[Collected data]
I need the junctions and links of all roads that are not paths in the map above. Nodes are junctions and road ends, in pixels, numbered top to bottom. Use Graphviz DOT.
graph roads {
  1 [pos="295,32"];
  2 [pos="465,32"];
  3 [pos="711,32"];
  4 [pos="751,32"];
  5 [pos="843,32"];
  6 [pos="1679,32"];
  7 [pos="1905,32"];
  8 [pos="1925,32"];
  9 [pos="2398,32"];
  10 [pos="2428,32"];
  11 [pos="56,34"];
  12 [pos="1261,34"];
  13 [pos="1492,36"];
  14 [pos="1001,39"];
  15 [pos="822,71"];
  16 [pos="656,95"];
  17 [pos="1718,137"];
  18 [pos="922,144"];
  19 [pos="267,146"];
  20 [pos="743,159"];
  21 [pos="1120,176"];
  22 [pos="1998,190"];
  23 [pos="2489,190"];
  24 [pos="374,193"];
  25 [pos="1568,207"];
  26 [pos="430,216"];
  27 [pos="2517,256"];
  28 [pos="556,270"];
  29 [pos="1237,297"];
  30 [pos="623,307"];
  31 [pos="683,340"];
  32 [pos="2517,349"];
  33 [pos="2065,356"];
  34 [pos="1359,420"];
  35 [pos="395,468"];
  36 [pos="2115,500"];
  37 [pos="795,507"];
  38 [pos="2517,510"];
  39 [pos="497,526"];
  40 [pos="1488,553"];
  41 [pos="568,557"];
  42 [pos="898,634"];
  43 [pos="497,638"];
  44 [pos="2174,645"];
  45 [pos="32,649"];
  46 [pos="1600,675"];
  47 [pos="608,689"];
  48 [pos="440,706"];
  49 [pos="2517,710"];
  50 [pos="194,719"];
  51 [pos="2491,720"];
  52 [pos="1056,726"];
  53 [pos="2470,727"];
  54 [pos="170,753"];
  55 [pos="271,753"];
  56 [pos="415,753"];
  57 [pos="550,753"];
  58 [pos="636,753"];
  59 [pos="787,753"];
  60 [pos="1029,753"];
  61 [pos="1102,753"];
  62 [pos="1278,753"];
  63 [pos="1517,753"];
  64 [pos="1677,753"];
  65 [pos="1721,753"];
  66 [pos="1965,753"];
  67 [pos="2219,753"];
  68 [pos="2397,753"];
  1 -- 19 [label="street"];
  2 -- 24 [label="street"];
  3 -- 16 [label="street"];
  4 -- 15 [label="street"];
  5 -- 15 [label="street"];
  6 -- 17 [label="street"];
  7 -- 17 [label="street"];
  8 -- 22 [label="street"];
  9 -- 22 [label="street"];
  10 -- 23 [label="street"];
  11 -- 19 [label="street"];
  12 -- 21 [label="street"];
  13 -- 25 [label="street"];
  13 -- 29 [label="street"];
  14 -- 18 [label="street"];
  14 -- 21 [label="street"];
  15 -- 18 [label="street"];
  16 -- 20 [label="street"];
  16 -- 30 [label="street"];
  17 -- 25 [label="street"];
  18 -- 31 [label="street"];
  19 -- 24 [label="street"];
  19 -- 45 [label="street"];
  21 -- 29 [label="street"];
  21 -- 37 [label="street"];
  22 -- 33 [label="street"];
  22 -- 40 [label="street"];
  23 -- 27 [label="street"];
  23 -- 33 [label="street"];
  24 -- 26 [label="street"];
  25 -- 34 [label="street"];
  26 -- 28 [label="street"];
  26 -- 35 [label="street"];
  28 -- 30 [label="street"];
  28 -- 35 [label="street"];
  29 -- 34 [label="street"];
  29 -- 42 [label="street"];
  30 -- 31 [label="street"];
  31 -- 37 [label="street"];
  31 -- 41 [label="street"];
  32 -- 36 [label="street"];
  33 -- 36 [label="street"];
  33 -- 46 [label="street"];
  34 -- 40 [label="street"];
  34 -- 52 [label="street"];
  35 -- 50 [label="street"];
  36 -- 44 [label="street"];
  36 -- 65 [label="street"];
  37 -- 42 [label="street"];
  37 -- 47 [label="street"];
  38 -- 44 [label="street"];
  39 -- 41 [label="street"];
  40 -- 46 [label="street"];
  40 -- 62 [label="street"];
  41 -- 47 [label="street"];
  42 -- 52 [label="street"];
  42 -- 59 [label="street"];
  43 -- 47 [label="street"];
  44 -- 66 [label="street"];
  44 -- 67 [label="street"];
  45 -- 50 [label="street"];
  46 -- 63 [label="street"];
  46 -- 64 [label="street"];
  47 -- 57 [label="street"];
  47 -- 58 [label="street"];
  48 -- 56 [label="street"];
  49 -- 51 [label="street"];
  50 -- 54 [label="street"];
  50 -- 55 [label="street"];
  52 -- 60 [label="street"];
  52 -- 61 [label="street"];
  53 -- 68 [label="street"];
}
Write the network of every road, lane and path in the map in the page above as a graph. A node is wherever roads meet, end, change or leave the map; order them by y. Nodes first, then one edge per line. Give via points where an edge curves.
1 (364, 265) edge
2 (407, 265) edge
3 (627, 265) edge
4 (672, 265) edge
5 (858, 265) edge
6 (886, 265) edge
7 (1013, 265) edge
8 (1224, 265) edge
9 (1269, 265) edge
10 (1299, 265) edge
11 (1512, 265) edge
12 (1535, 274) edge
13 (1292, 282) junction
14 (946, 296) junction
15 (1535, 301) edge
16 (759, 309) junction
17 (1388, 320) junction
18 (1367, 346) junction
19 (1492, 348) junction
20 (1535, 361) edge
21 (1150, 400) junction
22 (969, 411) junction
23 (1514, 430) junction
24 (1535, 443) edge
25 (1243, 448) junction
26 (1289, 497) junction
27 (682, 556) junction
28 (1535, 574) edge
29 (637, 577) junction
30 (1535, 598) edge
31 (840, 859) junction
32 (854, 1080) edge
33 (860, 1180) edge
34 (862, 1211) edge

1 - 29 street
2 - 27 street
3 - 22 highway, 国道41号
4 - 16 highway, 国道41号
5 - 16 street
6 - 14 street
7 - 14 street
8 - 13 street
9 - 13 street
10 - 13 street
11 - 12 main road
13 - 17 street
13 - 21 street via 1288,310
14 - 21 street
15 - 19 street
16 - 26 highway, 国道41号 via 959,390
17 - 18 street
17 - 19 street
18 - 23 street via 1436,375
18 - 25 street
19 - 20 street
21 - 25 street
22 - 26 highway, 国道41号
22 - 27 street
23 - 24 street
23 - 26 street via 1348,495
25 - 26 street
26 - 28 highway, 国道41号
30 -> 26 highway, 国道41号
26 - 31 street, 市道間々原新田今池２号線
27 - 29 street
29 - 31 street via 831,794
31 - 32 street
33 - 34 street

Exercise details - Write every record above out again exactly as it stands.

Response area -
I need the junctions and links of all roads that are not paths in the map above. Nodes are junctions and road ends, in pixels, numbered top to bottom. Use Graphviz DOT.
graph roads {
  1 [pos="295,32"];
  2 [pos="465,32"];
  3 [pos="711,32"];
  4 [pos="751,32"];
  5 [pos="843,32"];
  6 [pos="1679,32"];
  7 [pos="1905,32"];
  8 [pos="1925,32"];
  9 [pos="2398,32"];
  10 [pos="2428,32"];
  11 [pos="56,34"];
  12 [pos="1261,34"];
  13 [pos="1492,36"];
  14 [pos="1001,39"];
  15 [pos="822,71"];
  16 [pos="656,95"];
  17 [pos="1718,137"];
  18 [pos="922,144"];
  19 [pos="267,146"];
  20 [pos="743,159"];
  21 [pos="1120,176"];
  22 [pos="1998,190"];
  23 [pos="2489,190"];
  24 [pos="374,193"];
  25 [pos="1568,207"];
  26 [pos="430,216"];
  27 [pos="2517,256"];
  28 [pos="556,270"];
  29 [pos="1237,297"];
  30 [pos="623,307"];
  31 [pos="683,340"];
  32 [pos="2517,349"];
  33 [pos="2065,356"];
  34 [pos="1359,420"];
  35 [pos="395,468"];
  36 [pos="2115,500"];
  37 [pos="795,507"];
  38 [pos="2517,510"];
  39 [pos="497,526"];
  40 [pos="1488,553"];
  41 [pos="568,557"];
  42 [pos="898,634"];
  43 [pos="497,638"];
  44 [pos="2174,645"];
  45 [pos="32,649"];
  46 [pos="1600,675"];
  47 [pos="608,689"];
  48 [pos="440,706"];
  49 [pos="2517,710"];
  50 [pos="194,719"];
  51 [pos="2491,720"];
  52 [pos="1056,726"];
  53 [pos="2470,727"];
  54 [pos="170,753"];
  55 [pos="271,753"];
  56 [pos="415,753"];
  57 [pos="550,753"];
  58 [pos="636,753"];
  59 [pos="787,753"];
  60 [pos="1029,753"];
  61 [pos="1102,753"];
  62 [pos="1278,753"];
  63 [pos="1517,753"];
  64 [pos="1677,753"];
  65 [pos="1721,753"];
  66 [pos="1965,753"];
  67 [pos="2219,753"];
  68 [pos="2397,753"];
  1 -- 19 [label="street"];
  2 -- 24 [label="street"];
  3 -- 16 [label="street"];
  4 -- 15 [label="street"];
  5 -- 15 [label="street"];
  6 -- 17 [label="street"];
  7 -- 17 [label="street"];
  8 -- 22 [label="street"];
  9 -- 22 [label="street"];
  10 -- 23 [label="street"];
  11 -- 19 [label="street"];
  12 -- 21 [label="street"];
  13 -- 25 [label="street"];
  13 -- 29 [label="street"];
  14 -- 18 [label="street"];
  14 -- 21 [label="street"];
  15 -- 18 [label="street"];
  16 -- 20 [label="street"];
  16 -- 30 [label="street"];
  17 -- 25 [label="street"];
  18 -- 31 [label="street"];
  19 -- 24 [label="street"];
  19 -- 45 [label="street"];
  21 -- 29 [label="street"];
  21 -- 37 [label="street"];
  22 -- 33 [label="street"];
  22 -- 40 [label="street"];
  23 -- 27 [label="street"];
  23 -- 33 [label="street"];
  24 -- 26 [label="street"];
  25 -- 34 [label="street"];
  26 -- 28 [label="street"];
  26 -- 35 [label="street"];
  28 -- 30 [label="street"];
  28 -- 35 [label="street"];
  29 -- 34 [label="street"];
  29 -- 42 [label="street"];
  30 -- 31 [label="street"];
  31 -- 37 [label="street"];
  31 -- 41 [label="street"];
  32 -- 36 [label="street"];
  33 -- 36 [label="street"];
  33 -- 46 [label="street"];
  34 -- 40 [label="street"];
  34 -- 52 [label="street"];
  35 -- 50 [label="street"];
  36 -- 44 [label="street"];
  36 -- 65 [label="street"];
  37 -- 42 [label="street"];
  37 -- 47 [label="street"];
  38 -- 44 [label="street"];
  39 -- 41 [label="street"];
  40 -- 46 [label="street"];
  40 -- 62 [label="street"];
  41 -- 47 [label="street"];
  42 -- 52 [label="street"];
  42 -- 59 [label="street"];
  43 -- 47 [label="street"];
  44 -- 66 [label="street"];
  44 -- 67 [label="street"];
  45 -- 50 [label="street"];
  46 -- 63 [label="street"];
  46 -- 64 [label="street"];
  47 -- 57 [label="street"];
  47 -- 58 [label="street"];
  48 -- 56 [label="street"];
  49 -- 51 [label="street"];
  50 -- 54 [label="street"];
  50 -- 55 [label="street"];
  52 -- 60 [label="street"];
  52 -- 61 [label="street"];
  53 -- 68 [label="street"];
}
Write the network of every road, lane and path in the map in the page above as a graph. A node is wherever roads meet, end, change or leave the map; order them by y. Nodes first, then one edge per line. Give via points where an edge curves.
1 (364, 265) edge
2 (407, 265) edge
3 (627, 265) edge
4 (672, 265) edge
5 (858, 265) edge
6 (886, 265) edge
7 (1013, 265) edge
8 (1224, 265) edge
9 (1269, 265) edge
10 (1299, 265) edge
11 (1512, 265) edge
12 (1535, 274) edge
13 (1292, 282) junction
14 (946, 296) junction
15 (1535, 301) edge
16 (759, 309) junction
17 (1388, 320) junction
18 (1367, 346) junction
19 (1492, 348) junction
20 (1535, 361) edge
21 (1150, 400) junction
22 (969, 411) junction
23 (1514, 430) junction
24 (1535, 443) edge
25 (1243, 448) junction
26 (1289, 497) junction
27 (682, 556) junction
28 (1535, 574) edge
29 (637, 577) junction
30 (1535, 598) edge
31 (840, 859) junction
32 (854, 1080) edge
33 (860, 1180) edge
34 (862, 1211) edge

1 - 29 street
2 - 27 street
3 - 22 highway, 国道41号
4 - 16 highway, 国道41号
5 - 16 street
6 - 14 street
7 - 14 street
8 - 13 street
9 - 13 street
10 - 13 street
11 - 12 main road
13 - 17 street
13 - 21 street via 1288,310
14 - 21 street
15 - 19 street
16 - 26 highway, 国道41号 via 959,390
17 - 18 street
17 - 19 street
18 - 23 street via 1436,375
18 - 25 street
19 - 20 street
21 - 25 street
22 - 26 highway, 国道41号
22 - 27 street
23 - 24 street
23 - 26 street via 1348,495
25 - 26 street
26 - 28 highway, 国道41号
30 -> 26 highway, 国道41号
26 - 31 street, 市道間々原新田今池２号線
27 - 29 street
29 - 31 street via 831,794
31 - 32 street
33 - 34 street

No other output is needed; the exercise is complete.